▶ [TASK STATEMENT]: Among the records below, find the line that has "ring mcp: (51, 306)"; from there, give the lines again exactly, and stop after the line that has "pinky dip: (746, 1041)".

▶ [MATERIAL TO PROCESS]:

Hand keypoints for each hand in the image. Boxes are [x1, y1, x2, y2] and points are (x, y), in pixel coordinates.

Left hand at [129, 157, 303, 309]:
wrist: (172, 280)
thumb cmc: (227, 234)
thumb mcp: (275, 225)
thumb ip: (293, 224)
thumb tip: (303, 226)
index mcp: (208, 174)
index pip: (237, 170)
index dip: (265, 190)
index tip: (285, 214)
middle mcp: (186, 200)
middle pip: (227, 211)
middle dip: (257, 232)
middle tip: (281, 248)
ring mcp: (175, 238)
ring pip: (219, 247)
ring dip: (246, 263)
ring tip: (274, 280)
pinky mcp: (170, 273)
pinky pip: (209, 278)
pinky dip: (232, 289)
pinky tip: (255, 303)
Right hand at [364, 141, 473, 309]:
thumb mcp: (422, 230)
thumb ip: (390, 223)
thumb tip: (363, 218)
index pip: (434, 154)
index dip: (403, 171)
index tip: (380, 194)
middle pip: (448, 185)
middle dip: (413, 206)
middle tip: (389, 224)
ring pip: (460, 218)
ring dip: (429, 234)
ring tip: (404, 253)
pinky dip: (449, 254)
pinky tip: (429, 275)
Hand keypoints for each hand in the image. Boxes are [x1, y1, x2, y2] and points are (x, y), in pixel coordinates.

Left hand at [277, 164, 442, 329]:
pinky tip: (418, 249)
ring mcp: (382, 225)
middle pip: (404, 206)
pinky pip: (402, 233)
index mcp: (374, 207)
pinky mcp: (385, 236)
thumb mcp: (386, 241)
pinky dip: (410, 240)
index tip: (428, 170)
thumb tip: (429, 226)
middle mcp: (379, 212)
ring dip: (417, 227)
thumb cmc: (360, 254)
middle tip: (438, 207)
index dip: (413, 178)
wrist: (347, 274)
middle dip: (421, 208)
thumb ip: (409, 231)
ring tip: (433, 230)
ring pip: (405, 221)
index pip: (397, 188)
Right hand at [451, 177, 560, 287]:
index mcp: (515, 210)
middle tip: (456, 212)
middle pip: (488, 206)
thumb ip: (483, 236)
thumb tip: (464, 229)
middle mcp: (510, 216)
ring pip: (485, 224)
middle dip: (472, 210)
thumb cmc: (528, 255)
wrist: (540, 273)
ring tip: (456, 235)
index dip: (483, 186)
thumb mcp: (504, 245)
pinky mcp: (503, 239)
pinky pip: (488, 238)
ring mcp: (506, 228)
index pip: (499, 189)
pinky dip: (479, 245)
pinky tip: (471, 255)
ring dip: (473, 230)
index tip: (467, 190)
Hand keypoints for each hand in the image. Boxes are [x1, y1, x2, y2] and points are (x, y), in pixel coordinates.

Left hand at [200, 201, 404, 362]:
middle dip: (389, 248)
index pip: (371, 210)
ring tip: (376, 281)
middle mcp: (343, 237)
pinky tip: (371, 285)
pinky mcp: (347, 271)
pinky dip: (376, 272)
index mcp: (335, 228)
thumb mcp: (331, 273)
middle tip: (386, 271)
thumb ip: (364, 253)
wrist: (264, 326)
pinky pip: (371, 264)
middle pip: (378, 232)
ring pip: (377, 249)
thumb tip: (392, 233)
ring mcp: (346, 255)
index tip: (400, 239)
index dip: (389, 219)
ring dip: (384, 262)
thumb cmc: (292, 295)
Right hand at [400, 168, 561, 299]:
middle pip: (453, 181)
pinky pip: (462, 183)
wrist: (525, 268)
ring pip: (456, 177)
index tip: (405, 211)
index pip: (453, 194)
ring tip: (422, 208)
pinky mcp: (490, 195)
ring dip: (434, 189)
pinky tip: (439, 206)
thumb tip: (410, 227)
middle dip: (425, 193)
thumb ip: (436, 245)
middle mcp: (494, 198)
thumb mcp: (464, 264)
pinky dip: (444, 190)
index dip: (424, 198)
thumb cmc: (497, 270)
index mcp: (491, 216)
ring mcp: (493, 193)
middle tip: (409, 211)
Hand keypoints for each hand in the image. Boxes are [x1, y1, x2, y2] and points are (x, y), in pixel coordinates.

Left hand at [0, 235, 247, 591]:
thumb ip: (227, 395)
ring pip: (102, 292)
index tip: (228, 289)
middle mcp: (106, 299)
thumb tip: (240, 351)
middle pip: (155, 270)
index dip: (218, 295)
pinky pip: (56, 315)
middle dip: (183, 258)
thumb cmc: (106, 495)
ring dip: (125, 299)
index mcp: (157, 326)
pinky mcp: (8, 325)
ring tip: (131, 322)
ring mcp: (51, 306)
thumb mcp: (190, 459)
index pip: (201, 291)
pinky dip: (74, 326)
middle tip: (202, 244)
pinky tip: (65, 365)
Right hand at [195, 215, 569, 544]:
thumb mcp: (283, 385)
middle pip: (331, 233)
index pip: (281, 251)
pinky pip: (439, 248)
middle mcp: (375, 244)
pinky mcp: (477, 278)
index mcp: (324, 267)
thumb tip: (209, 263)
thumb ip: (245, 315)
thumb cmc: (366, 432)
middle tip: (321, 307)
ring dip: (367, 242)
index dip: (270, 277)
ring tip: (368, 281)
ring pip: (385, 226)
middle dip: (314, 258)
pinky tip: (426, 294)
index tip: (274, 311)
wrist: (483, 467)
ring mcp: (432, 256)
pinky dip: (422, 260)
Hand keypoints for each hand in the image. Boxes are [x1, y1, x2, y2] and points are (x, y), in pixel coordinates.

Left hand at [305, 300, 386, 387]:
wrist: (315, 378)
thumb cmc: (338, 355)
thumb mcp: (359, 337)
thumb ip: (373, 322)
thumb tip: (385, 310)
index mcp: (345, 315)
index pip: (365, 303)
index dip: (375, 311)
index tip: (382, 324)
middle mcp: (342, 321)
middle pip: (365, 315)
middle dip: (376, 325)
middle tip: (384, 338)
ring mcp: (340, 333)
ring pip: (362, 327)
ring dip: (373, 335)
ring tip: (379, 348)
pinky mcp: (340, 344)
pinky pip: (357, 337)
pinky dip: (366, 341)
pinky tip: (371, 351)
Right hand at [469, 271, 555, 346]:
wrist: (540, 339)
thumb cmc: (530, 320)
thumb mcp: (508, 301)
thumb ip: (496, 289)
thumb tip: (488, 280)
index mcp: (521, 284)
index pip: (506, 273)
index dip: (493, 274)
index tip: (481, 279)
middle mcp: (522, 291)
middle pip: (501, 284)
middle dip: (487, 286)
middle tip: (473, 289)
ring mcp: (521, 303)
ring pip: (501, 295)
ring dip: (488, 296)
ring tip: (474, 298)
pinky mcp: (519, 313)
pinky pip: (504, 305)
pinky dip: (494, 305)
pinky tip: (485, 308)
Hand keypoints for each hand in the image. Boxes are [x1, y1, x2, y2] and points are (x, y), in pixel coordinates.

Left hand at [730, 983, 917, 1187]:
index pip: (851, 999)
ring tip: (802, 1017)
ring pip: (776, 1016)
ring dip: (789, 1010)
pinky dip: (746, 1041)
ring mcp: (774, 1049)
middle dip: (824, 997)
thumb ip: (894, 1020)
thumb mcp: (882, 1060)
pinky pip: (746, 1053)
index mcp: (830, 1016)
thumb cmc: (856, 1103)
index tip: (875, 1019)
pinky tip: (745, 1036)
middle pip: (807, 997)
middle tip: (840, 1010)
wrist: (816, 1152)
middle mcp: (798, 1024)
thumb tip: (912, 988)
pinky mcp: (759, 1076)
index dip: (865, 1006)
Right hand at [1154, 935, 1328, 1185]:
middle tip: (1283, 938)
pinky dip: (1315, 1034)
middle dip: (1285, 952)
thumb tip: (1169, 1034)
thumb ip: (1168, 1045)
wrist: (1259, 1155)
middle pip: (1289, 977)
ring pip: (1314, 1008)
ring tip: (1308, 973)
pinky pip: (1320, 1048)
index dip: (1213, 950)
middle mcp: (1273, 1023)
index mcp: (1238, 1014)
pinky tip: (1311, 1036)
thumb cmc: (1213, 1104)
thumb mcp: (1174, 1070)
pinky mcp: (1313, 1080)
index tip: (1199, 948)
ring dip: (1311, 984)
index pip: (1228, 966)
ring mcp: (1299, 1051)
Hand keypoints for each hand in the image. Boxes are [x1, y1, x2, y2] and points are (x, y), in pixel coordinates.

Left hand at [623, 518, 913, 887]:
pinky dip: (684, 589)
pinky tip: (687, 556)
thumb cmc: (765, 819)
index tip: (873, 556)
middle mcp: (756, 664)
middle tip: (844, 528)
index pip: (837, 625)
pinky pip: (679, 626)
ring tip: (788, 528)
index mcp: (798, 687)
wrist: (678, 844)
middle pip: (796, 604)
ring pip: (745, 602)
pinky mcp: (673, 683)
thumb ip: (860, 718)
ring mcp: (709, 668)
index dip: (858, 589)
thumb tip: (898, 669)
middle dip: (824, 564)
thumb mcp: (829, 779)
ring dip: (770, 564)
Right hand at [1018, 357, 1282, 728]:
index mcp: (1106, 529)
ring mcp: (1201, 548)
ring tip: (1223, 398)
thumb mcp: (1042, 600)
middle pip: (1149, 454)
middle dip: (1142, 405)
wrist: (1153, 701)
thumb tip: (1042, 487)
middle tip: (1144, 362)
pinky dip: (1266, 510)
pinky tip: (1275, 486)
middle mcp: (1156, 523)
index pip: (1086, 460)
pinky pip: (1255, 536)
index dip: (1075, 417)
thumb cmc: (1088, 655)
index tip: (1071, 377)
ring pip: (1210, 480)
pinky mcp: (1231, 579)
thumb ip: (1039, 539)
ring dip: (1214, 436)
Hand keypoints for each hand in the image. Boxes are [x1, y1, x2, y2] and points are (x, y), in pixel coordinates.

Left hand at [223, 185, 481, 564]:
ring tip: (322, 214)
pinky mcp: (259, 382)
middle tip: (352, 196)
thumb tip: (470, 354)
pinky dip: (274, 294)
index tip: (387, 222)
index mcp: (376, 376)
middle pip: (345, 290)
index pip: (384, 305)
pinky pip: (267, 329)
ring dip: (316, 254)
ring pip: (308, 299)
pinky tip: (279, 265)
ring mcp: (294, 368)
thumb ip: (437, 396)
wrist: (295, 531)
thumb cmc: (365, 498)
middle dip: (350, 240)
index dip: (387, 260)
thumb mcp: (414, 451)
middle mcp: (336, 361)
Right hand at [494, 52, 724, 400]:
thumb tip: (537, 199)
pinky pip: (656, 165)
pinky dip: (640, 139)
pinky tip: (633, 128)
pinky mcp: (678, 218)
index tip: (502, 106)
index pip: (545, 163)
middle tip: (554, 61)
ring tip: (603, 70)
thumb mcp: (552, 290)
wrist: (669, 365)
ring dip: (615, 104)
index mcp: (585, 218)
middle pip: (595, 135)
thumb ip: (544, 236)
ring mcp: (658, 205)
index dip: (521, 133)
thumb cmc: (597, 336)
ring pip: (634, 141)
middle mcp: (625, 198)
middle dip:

▶ [WRITTEN RESPONSE]:
ring mcp: (51, 306)
thumb mcp: (190, 459)
index pip: (201, 291)
pinky dip: (74, 326)
middle tip: (202, 244)
pinky tip: (65, 365)
Right hand at [195, 215, 569, 544]:
thumb mcp: (283, 385)
middle pip: (331, 233)
index pip: (281, 251)
pinky pip: (439, 248)
middle mcp: (375, 244)
pinky mcp: (477, 278)
index mcp: (324, 267)
thumb tip: (209, 263)
thumb ip: (245, 315)
thumb cmc: (366, 432)
middle tip: (321, 307)
ring dip: (367, 242)
index dip: (270, 277)
ring tip: (368, 281)
ring pip: (385, 226)
middle dip: (314, 258)
pinky tip: (426, 294)
index tip: (274, 311)
wrist: (483, 467)
ring mcp: (432, 256)
pinky dip: (422, 260)
Hand keypoints for each hand in the image. Boxes are [x1, y1, x2, y2] and points are (x, y), in pixel coordinates.

Left hand at [305, 300, 386, 387]:
wrist: (315, 378)
thumb cmc: (338, 355)
thumb mcp: (359, 337)
thumb ip: (373, 322)
thumb tip: (385, 310)
index mcp: (345, 315)
index pip: (365, 303)
index dip: (375, 311)
index tip: (382, 324)
middle mcp: (342, 321)
middle pip: (365, 315)
middle dip: (376, 325)
middle tip: (384, 338)
ring mcp: (340, 333)
ring pip: (362, 327)
ring dip: (373, 335)
ring tip: (379, 348)
pinky mcp: (340, 344)
pinky pip: (357, 337)
pinky dip: (366, 341)
pinky tip: (371, 351)
Right hand at [469, 271, 555, 346]:
wrist: (540, 339)
thumb cmc: (530, 320)
thumb mcp: (508, 301)
thumb ip: (496, 289)
thumb tip: (488, 280)
index mcp: (521, 284)
index pip: (506, 273)
index dip: (493, 274)
index tip: (481, 279)
middle mcp: (522, 291)
middle pip: (501, 284)
middle dip: (487, 286)
middle tip: (473, 289)
ring mcp: (521, 303)
ring pip: (501, 295)
ring dip: (488, 296)
ring tip: (474, 298)
pinky mcp: (519, 313)
pinky pip: (504, 305)
pinky dip: (494, 305)
pinky tip: (485, 308)
Hand keypoints for each hand in the image. Boxes are [x1, y1, x2, y2] and points are (x, y), in pixel coordinates.

Left hand at [730, 983, 917, 1187]:
index pip: (851, 999)
ring tip: (802, 1017)
ring pip: (776, 1016)
ring dip: (789, 1010)
pinky dip: (746, 1041)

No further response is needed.